EDIT: Read a recent newspaper report (paywalled) about a Tasmanian Government thylacine report here.

EDIT: The closest sound I have found to what we heard is the fox “chirp”. While the tone is similar, what we heard was in twos, whereas fox chirps seem to be spaced out at regular intervals. The yip-yip we heard near the house was loud and hyena-like. Interestingly, early Tasmanian settlers called thylacines “hyenas”.

EDIT: It was a major disturbance in the chicken coop, which is near our bedroom, which made us go outside. It had happened before on a smaller scale and we always assumed the abundant quolls were the problem, as we sometimes saw them run off. They would run off when we went out in the dark and made a noise, but in this case the fleeing animal was a “yipper”.

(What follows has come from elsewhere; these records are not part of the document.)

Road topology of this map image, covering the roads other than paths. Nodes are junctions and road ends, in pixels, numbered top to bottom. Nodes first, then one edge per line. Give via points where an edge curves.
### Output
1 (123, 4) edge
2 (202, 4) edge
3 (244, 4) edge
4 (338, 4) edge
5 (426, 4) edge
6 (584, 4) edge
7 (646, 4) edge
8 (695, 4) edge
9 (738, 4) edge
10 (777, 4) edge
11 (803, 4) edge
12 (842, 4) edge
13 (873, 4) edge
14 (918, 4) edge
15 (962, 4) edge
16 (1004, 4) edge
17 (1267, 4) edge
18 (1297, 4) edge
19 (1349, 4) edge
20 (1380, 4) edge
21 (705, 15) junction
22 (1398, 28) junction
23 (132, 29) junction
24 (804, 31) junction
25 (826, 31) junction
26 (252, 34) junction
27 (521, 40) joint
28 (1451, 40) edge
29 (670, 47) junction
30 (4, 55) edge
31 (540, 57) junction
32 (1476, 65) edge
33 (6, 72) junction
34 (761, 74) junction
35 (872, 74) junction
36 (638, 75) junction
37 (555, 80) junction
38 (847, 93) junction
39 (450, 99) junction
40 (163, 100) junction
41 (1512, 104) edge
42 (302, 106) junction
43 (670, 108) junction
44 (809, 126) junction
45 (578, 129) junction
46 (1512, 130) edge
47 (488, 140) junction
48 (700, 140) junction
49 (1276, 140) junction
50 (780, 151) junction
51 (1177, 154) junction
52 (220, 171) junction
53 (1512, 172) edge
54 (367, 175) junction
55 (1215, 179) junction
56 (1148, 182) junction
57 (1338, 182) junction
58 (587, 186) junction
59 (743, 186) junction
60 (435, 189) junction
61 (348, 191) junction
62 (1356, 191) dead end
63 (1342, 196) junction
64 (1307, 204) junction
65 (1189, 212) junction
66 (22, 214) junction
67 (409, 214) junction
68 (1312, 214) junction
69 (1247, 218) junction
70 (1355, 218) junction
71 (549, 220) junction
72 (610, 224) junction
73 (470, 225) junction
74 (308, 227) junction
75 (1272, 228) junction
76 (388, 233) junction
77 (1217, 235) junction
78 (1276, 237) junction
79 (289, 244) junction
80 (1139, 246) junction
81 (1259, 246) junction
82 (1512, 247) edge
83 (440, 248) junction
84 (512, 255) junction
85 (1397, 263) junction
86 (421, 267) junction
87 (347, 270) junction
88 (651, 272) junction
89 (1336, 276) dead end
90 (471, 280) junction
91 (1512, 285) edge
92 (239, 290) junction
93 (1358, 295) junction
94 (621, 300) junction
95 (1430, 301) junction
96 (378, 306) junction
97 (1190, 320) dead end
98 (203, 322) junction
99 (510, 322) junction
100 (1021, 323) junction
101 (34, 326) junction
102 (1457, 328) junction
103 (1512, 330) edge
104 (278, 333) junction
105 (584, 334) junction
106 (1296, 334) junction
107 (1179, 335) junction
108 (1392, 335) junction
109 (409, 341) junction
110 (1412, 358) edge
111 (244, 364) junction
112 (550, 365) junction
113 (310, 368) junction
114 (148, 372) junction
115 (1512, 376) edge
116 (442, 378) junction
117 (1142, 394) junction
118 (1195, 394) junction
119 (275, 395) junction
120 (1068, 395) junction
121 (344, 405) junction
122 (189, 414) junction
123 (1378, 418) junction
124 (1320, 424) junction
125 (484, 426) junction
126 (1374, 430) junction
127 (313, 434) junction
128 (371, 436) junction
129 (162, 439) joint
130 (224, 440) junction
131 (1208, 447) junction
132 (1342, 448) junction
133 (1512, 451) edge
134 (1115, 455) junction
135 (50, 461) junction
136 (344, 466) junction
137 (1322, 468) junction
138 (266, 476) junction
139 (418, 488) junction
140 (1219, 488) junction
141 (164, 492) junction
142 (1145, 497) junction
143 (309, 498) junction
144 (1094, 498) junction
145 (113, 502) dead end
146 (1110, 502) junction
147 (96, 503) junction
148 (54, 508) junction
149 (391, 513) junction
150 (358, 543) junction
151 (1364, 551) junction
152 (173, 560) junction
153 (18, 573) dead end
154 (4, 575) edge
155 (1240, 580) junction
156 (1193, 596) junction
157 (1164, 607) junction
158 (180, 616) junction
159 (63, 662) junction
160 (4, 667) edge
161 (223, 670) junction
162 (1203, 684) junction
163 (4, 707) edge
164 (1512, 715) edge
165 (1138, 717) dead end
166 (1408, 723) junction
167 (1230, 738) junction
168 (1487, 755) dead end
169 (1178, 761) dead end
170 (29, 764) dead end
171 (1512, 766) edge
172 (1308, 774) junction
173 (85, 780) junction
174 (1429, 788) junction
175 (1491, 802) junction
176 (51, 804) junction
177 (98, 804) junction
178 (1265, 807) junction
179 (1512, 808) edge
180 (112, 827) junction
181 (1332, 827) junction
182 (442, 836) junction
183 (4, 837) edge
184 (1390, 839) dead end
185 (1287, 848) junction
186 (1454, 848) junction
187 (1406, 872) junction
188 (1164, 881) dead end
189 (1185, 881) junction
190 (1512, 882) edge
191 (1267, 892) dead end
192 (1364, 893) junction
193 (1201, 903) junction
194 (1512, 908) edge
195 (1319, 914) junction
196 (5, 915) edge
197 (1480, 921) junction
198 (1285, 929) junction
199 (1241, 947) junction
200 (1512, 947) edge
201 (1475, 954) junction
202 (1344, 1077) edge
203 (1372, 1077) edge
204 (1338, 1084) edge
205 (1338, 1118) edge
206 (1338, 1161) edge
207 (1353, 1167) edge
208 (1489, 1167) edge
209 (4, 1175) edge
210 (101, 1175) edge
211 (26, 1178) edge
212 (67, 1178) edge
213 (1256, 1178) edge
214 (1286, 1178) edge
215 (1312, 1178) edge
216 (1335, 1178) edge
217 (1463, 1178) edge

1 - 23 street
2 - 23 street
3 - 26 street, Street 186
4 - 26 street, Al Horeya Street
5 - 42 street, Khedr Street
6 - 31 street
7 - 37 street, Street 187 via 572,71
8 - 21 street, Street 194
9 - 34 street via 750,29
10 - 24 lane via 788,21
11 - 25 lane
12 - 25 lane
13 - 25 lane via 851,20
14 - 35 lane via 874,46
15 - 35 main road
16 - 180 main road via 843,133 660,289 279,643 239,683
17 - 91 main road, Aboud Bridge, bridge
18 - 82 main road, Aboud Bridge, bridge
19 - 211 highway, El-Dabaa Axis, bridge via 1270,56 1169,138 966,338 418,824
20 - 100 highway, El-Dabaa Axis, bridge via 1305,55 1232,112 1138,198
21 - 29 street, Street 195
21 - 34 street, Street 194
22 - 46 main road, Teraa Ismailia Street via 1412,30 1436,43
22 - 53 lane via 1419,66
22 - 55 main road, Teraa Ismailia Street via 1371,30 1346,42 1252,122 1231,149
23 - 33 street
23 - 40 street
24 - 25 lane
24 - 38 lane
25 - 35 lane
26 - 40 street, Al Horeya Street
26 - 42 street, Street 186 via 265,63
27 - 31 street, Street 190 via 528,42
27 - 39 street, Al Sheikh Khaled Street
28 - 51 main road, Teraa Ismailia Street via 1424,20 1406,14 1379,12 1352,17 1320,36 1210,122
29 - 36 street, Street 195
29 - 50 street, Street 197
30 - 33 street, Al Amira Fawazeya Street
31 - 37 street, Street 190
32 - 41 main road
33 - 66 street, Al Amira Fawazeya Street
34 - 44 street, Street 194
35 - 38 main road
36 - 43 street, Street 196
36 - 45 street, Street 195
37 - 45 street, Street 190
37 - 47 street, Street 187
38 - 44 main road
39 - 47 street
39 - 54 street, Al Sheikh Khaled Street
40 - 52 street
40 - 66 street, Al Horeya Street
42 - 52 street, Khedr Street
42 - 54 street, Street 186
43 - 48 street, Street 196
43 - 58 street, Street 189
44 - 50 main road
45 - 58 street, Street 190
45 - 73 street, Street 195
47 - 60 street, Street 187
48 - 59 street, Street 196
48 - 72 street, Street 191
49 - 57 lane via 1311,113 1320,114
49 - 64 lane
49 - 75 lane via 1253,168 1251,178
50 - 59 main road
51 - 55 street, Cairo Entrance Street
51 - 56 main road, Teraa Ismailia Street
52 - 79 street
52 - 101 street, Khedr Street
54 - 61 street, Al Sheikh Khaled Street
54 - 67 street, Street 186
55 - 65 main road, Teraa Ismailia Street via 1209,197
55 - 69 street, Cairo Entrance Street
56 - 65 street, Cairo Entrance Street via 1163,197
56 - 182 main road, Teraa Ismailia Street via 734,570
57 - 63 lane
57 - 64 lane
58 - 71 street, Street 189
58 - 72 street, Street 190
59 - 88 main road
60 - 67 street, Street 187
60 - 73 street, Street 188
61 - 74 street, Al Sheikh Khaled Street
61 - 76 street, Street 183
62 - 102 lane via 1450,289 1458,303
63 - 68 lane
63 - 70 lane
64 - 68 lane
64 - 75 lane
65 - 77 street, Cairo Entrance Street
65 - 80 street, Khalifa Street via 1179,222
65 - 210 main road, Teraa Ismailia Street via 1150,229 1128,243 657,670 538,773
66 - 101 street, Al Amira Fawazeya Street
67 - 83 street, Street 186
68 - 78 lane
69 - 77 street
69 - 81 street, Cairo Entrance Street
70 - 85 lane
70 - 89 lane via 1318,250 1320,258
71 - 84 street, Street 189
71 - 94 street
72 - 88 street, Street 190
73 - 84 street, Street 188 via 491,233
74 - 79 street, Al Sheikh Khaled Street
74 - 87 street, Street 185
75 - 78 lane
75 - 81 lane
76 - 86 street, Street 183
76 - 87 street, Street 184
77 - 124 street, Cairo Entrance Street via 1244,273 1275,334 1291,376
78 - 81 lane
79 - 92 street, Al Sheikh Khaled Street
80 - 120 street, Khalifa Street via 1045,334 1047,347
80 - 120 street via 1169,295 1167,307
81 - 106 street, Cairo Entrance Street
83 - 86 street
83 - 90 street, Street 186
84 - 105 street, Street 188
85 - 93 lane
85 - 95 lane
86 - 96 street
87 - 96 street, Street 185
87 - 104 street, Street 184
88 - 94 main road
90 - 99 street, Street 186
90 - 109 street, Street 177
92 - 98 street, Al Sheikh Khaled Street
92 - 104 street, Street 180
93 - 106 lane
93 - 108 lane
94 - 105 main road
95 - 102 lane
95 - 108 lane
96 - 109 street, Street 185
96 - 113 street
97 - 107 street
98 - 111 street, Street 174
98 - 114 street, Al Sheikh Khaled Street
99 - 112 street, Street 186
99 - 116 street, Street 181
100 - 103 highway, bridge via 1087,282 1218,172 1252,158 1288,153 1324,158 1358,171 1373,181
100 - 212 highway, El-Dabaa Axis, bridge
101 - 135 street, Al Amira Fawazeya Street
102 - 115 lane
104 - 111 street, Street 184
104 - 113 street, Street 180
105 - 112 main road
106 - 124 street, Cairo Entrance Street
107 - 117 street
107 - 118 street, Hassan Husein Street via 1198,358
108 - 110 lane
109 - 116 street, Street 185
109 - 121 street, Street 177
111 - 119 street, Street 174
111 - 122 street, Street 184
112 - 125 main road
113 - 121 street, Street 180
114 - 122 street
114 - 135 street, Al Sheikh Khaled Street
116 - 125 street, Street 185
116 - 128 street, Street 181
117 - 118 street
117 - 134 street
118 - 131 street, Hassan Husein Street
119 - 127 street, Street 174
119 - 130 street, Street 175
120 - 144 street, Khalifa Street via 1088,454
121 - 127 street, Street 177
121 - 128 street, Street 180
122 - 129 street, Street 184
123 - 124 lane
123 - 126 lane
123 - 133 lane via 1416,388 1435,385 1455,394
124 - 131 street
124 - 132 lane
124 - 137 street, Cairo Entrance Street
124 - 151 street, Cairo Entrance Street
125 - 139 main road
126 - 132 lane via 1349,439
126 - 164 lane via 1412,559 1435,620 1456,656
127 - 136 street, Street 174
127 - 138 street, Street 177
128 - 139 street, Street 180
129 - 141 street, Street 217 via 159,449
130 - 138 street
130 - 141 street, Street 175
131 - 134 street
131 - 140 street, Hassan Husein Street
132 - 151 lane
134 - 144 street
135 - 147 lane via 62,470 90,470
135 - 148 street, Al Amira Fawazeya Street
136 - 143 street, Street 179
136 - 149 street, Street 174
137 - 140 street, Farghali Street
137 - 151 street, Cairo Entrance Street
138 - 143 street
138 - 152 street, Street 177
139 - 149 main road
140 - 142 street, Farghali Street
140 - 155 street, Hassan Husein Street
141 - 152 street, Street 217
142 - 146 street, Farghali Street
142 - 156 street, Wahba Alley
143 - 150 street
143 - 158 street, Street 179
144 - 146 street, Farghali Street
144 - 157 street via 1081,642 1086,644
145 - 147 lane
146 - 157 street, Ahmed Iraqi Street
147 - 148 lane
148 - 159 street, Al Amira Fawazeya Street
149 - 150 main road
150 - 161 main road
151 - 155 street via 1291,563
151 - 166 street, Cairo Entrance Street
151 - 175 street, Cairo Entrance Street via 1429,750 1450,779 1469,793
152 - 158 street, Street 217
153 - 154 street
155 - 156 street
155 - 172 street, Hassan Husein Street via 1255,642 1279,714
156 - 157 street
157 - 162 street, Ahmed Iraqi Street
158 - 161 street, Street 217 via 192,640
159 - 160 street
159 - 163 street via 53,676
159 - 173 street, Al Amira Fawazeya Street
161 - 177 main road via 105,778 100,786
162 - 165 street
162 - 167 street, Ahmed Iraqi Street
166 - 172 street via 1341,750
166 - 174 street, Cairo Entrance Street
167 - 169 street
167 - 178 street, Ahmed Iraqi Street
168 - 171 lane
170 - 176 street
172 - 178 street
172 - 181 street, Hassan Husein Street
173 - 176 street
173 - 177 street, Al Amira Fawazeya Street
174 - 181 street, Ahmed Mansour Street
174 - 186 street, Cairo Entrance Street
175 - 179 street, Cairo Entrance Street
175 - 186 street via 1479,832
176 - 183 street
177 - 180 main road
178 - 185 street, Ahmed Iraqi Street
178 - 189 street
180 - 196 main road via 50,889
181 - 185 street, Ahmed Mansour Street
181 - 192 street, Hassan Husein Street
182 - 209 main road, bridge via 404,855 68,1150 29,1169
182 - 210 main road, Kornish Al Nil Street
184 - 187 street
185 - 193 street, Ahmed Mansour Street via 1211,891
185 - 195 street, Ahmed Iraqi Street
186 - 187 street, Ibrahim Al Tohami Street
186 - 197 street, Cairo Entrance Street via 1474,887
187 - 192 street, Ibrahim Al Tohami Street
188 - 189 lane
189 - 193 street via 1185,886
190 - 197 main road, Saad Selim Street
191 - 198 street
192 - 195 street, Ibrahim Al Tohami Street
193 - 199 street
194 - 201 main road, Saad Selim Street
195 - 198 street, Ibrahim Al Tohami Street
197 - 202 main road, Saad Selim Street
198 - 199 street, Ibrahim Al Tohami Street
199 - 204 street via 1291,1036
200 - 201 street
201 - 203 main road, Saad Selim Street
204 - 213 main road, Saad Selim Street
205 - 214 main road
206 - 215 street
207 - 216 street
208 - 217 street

On another evening around the same time we heard one of our large Sussex chickens struggle as something took it up the hill at great speed. I was standing near the chook pen when the animal was in there and it sounded big enough in its movements to be a bit intimidating in the darkness, unfortunately the pen is covered in shadecloth so I didn’t see the animal when I shone the torch.

Lastly, I have run wildlife video and audio recorders in the years since. The yip-yipping animals are long gone, from here at least. There’s also new houses, more traffic, more lights at night, more dogs, and a lot more road noise.

EDIT: You may think from reading this that we were foolish not to immediately realise the animal was a thylacine, but we were relatively new on the farm and did not then know what sounds Tasmanian animals make. Only after some research did I realise the only possible answer was thylacine. Of course we were suspicious, especially my wife. Unfortunately I had read a study before moving to Tasmania that boldly stated the chance of thylacines still existing was “a trillion to one”. So it wasn’t possible in my mind that a thylacine could be on our farm.

Having further researched the animal’s habits through historic accounts, the lack of evidence of their continued existence can be easily explained.

The thylacine’s continued tenuous existence is probably known in some circles. Keep in mind just how commercially and politically inconvenient this animal is if proven to be still here.

Lastly, online groups posting doubtful stories and blurry pictures of animals that are not thylacines have changed the animal’s status to something along the lines of a bunyip or yowie, so some witnesses would be reluctant to come forward to be labelled another “loony yowie believer”.